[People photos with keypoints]
· · ·

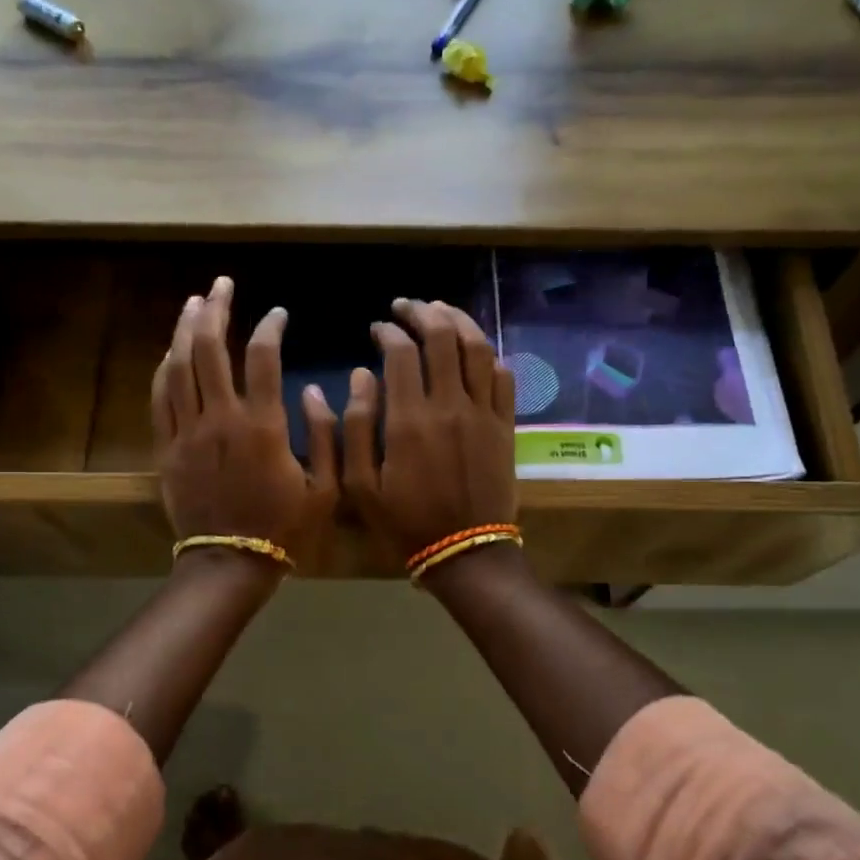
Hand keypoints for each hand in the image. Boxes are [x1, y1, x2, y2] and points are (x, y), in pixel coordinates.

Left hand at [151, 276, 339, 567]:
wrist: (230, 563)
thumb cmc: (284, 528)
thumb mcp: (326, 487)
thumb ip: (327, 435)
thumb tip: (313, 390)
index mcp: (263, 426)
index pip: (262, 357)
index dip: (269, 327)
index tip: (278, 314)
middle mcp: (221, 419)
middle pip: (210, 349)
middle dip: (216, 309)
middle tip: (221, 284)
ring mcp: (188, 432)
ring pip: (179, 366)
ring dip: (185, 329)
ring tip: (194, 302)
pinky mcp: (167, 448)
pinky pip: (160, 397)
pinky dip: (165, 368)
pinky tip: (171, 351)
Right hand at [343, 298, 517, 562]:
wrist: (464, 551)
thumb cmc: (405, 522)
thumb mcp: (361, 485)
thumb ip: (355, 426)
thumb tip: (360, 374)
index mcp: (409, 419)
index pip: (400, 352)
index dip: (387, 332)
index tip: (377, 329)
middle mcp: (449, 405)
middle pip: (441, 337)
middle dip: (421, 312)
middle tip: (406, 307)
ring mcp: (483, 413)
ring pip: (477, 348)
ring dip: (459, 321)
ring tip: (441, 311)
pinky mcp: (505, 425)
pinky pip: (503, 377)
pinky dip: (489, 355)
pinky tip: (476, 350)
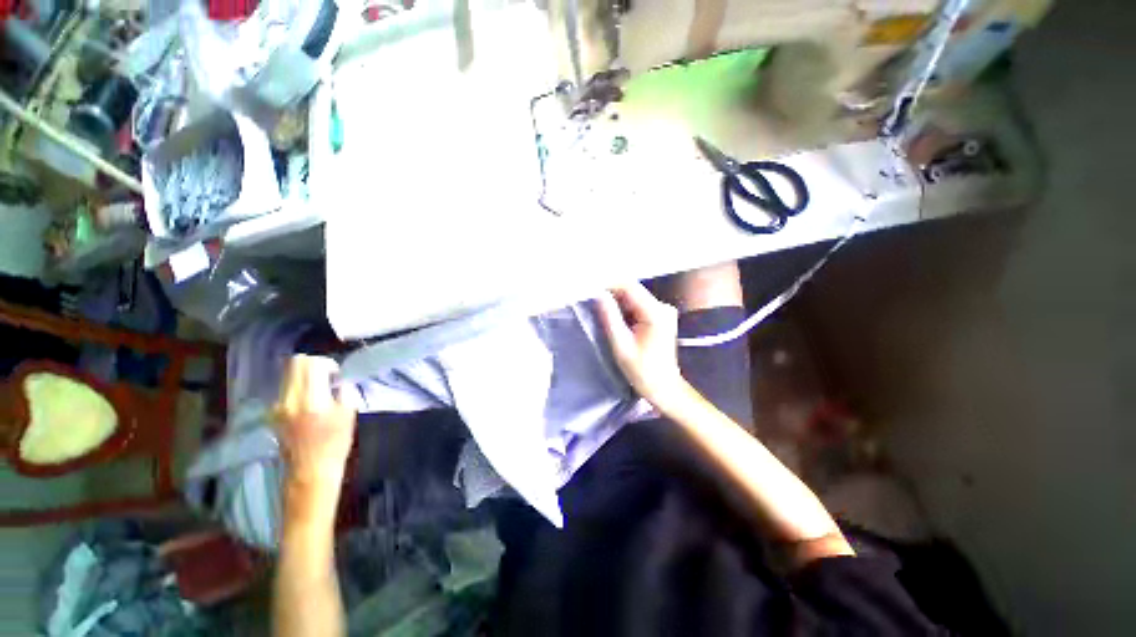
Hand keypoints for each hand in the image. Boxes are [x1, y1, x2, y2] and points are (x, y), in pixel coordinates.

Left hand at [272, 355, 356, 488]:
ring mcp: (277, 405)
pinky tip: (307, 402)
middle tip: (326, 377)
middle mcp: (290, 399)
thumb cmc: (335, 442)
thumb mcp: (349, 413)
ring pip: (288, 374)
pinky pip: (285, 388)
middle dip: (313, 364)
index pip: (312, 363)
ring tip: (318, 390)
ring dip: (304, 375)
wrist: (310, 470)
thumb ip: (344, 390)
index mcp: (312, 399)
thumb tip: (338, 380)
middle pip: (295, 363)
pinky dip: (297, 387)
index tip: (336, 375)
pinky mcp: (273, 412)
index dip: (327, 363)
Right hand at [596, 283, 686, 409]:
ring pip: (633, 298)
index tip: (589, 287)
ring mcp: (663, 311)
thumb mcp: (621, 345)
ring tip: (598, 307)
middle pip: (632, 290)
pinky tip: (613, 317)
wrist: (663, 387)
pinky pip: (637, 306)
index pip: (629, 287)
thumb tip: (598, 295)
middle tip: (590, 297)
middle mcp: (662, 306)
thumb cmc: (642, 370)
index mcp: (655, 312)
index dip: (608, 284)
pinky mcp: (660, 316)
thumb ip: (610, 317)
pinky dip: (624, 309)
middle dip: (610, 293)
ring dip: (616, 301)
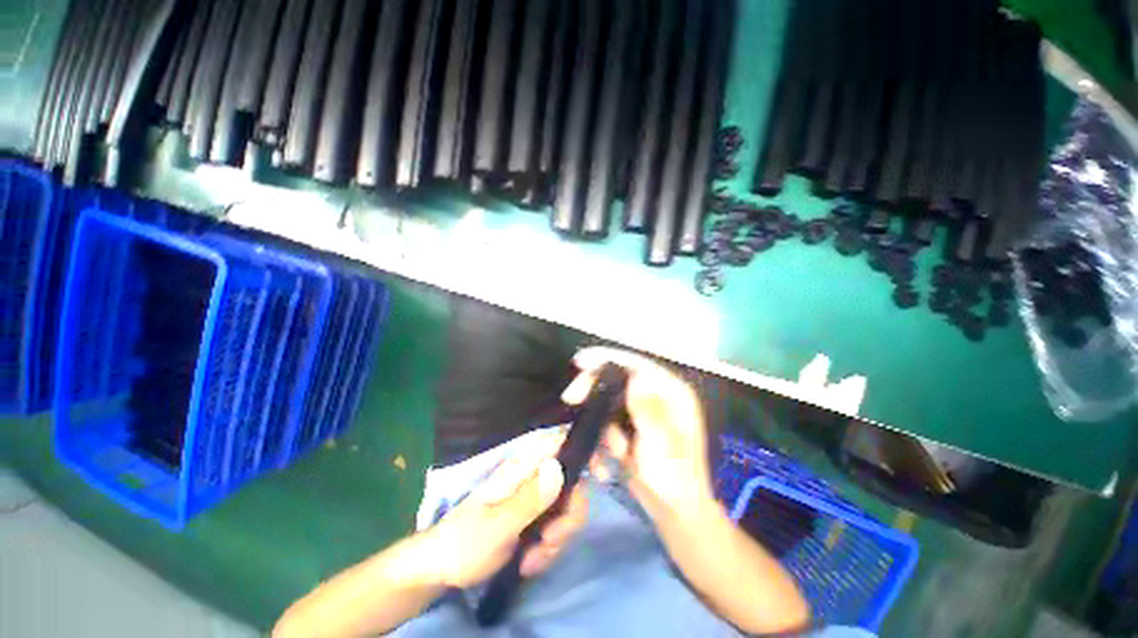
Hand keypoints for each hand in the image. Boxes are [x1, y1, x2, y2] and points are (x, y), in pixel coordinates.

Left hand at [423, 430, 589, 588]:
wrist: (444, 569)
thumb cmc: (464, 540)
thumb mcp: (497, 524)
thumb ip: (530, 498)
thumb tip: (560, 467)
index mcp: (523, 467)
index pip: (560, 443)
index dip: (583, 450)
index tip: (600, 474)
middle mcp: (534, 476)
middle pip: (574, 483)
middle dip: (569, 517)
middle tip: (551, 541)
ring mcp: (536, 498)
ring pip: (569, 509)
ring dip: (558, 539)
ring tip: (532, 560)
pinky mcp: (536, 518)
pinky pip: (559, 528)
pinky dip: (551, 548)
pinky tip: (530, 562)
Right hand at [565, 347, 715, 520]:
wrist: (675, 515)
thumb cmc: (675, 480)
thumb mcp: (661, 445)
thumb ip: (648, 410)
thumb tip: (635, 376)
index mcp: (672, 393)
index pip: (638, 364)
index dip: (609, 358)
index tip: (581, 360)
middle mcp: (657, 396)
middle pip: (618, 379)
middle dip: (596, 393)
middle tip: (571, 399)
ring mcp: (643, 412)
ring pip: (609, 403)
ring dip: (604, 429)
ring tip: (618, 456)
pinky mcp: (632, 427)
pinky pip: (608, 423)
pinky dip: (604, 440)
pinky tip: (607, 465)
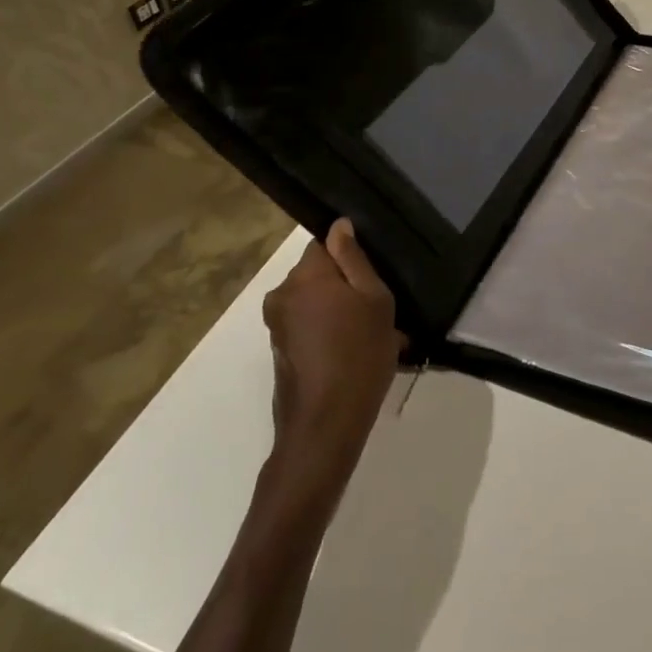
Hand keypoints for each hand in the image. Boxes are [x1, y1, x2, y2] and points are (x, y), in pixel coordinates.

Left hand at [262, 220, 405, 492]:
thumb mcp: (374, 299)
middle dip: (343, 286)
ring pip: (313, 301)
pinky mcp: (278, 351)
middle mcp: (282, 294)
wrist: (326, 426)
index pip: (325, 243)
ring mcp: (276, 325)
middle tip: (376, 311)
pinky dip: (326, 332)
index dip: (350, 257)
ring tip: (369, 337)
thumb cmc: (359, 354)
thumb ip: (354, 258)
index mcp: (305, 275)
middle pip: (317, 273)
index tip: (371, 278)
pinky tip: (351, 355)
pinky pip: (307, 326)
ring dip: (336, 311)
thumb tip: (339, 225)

· · ·

TO DO:
Among the entries above, the line containing "pinky pip: (559, 528)", the line containing "index pip: (638, 364)", and all lines between them are to be restated word for word; nothing else belongs in the reply.

RESPONSE AREA:
pinky pip: (559, 528)
pinky dip: (551, 548)
pinky tip: (530, 562)
Right hand at [565, 347, 715, 520]:
wrist: (675, 515)
thumb cmc: (675, 480)
thumb mcp: (661, 445)
thumb ip: (648, 410)
thumb tip: (635, 376)
index mcp: (672, 393)
index pip: (638, 364)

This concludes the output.